• What you should do
Every line of the material needs an exact copy, apart from the images.
━━━━━━━━━━━━━━━━
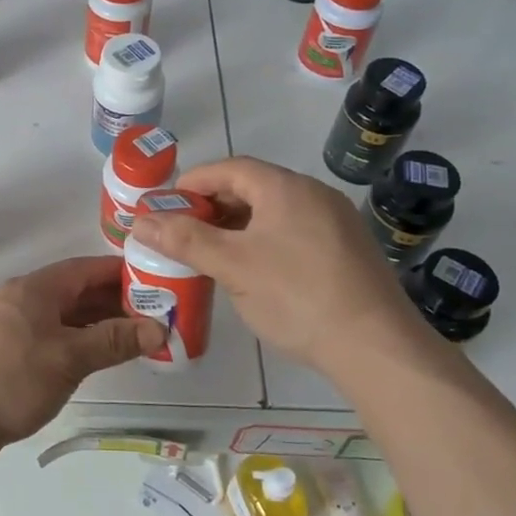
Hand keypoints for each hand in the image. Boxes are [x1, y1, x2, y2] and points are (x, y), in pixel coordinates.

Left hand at [0, 257, 166, 470]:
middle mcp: (21, 301)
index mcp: (33, 289)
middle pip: (75, 292)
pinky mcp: (4, 356)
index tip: (157, 281)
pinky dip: (75, 344)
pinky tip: (96, 360)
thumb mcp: (68, 359)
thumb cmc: (9, 381)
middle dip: (114, 301)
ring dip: (96, 325)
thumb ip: (113, 341)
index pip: (86, 268)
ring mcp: (9, 329)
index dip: (121, 272)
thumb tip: (157, 327)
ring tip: (135, 339)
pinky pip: (49, 339)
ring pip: (62, 318)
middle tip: (155, 315)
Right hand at [127, 156, 421, 373]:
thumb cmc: (296, 295)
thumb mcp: (232, 266)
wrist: (376, 346)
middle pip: (252, 188)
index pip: (229, 169)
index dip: (192, 183)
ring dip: (237, 227)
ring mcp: (336, 222)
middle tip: (183, 233)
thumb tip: (139, 221)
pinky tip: (253, 272)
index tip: (165, 207)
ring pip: (273, 213)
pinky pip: (294, 233)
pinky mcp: (347, 251)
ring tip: (211, 254)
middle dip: (212, 207)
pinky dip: (264, 242)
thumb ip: (184, 239)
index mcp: (285, 187)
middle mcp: (314, 194)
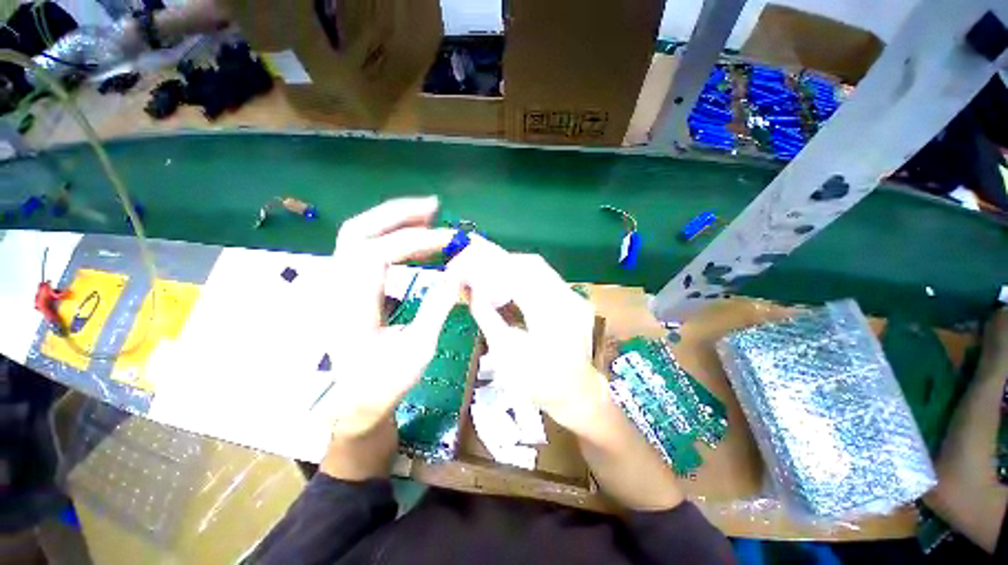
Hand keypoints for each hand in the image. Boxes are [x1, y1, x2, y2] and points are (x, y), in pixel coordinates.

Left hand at [319, 197, 459, 438]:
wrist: (355, 399)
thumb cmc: (386, 382)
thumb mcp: (419, 349)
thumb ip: (438, 306)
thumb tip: (460, 272)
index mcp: (351, 308)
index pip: (378, 254)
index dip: (417, 241)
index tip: (451, 240)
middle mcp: (337, 288)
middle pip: (356, 232)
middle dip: (396, 213)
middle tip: (434, 208)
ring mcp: (338, 285)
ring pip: (356, 235)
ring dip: (392, 219)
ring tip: (427, 216)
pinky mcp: (348, 286)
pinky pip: (364, 248)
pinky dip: (389, 234)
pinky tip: (413, 238)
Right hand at [451, 237, 609, 432]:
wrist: (578, 394)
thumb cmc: (539, 383)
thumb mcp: (505, 354)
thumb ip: (487, 317)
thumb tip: (471, 291)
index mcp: (551, 316)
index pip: (518, 276)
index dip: (490, 267)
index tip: (467, 266)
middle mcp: (568, 299)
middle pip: (531, 264)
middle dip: (499, 262)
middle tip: (476, 267)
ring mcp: (575, 297)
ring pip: (539, 268)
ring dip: (511, 267)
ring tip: (489, 274)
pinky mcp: (574, 299)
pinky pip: (546, 277)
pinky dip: (523, 275)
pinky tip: (509, 284)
━━━━━━━━━━━━━━━━
• Response box
Hand keypoints for each hand in the image. Boxes are [x1, y1, x2, y2] and points are (x, y), in pixel coordinates.

Left hand at [0, 257, 166, 470]:
middle mcp: (21, 301)
index mcp: (33, 289)
middle pip: (75, 292)
pinky mcp: (4, 356)
index tip: (157, 281)
pinky dip: (75, 344)
pinky tip: (96, 360)
thumb mcp: (68, 359)
thumb cmc: (9, 381)
middle dip: (114, 301)
ring dip: (96, 325)
thumb ip: (113, 341)
index pip: (86, 268)
ring mcp: (9, 329)
index dip: (121, 272)
thumb tip: (157, 327)
ring tip: (135, 339)
pinky pip: (49, 339)
ring pip: (62, 318)
middle tip: (155, 315)
Right hand at [127, 156, 421, 373]:
thumb cmc: (296, 295)
thumb mcp: (232, 266)
wrist: (376, 346)
middle pip: (252, 188)
index pip: (229, 169)
index dip: (192, 183)
ring dip: (237, 227)
ring mcp: (336, 222)
middle tip: (183, 233)
thumb tip: (139, 221)
pinky tip: (253, 272)
index tip: (165, 207)
ring pip: (273, 213)
pinky pip: (294, 233)
pinky mcp: (347, 251)
ring tip: (211, 254)
middle dip: (212, 207)
pinky dip: (264, 242)
thumb ip: (184, 239)
index mcp: (285, 187)
middle mcp: (314, 194)
Hand keypoints for each hand in the image. Boxes are [x1, y1, x2, y2] and points are (x, y), in pixel coordinates.

Left hand at [319, 197, 459, 438]:
wrist: (355, 399)
thumb cmc: (386, 382)
thumb mcp: (419, 349)
thumb ip: (438, 306)
thumb tip: (460, 272)
index mcp: (351, 308)
index pip: (378, 254)
index dip: (417, 241)
index tip: (451, 240)
middle mcp: (337, 288)
middle pip: (356, 232)
middle dip: (396, 213)
middle tip: (434, 208)
ring mcp: (338, 285)
ring pip: (356, 235)
ring dip: (392, 219)
ring tip: (427, 216)
pinky mcp: (348, 286)
pinky pip: (364, 248)
pinky dip: (389, 234)
pinky tip: (413, 238)
Right hand at [451, 237, 609, 432]:
wrist: (578, 394)
thumb cmc: (539, 383)
thumb mcp: (505, 354)
thumb ip: (487, 317)
thumb tip: (471, 291)
index mcp: (551, 316)
index pip: (518, 276)
index dip: (490, 267)
index tip: (467, 266)
middle mcp: (568, 299)
middle pip: (531, 264)
middle dip: (499, 262)
middle tip: (476, 267)
ring mcp: (575, 297)
ring pip: (539, 268)
ring dip: (511, 267)
ring tip: (489, 274)
pinky mcp: (574, 299)
pinky pip: (546, 277)
pinky dip: (523, 275)
pinky tip: (509, 284)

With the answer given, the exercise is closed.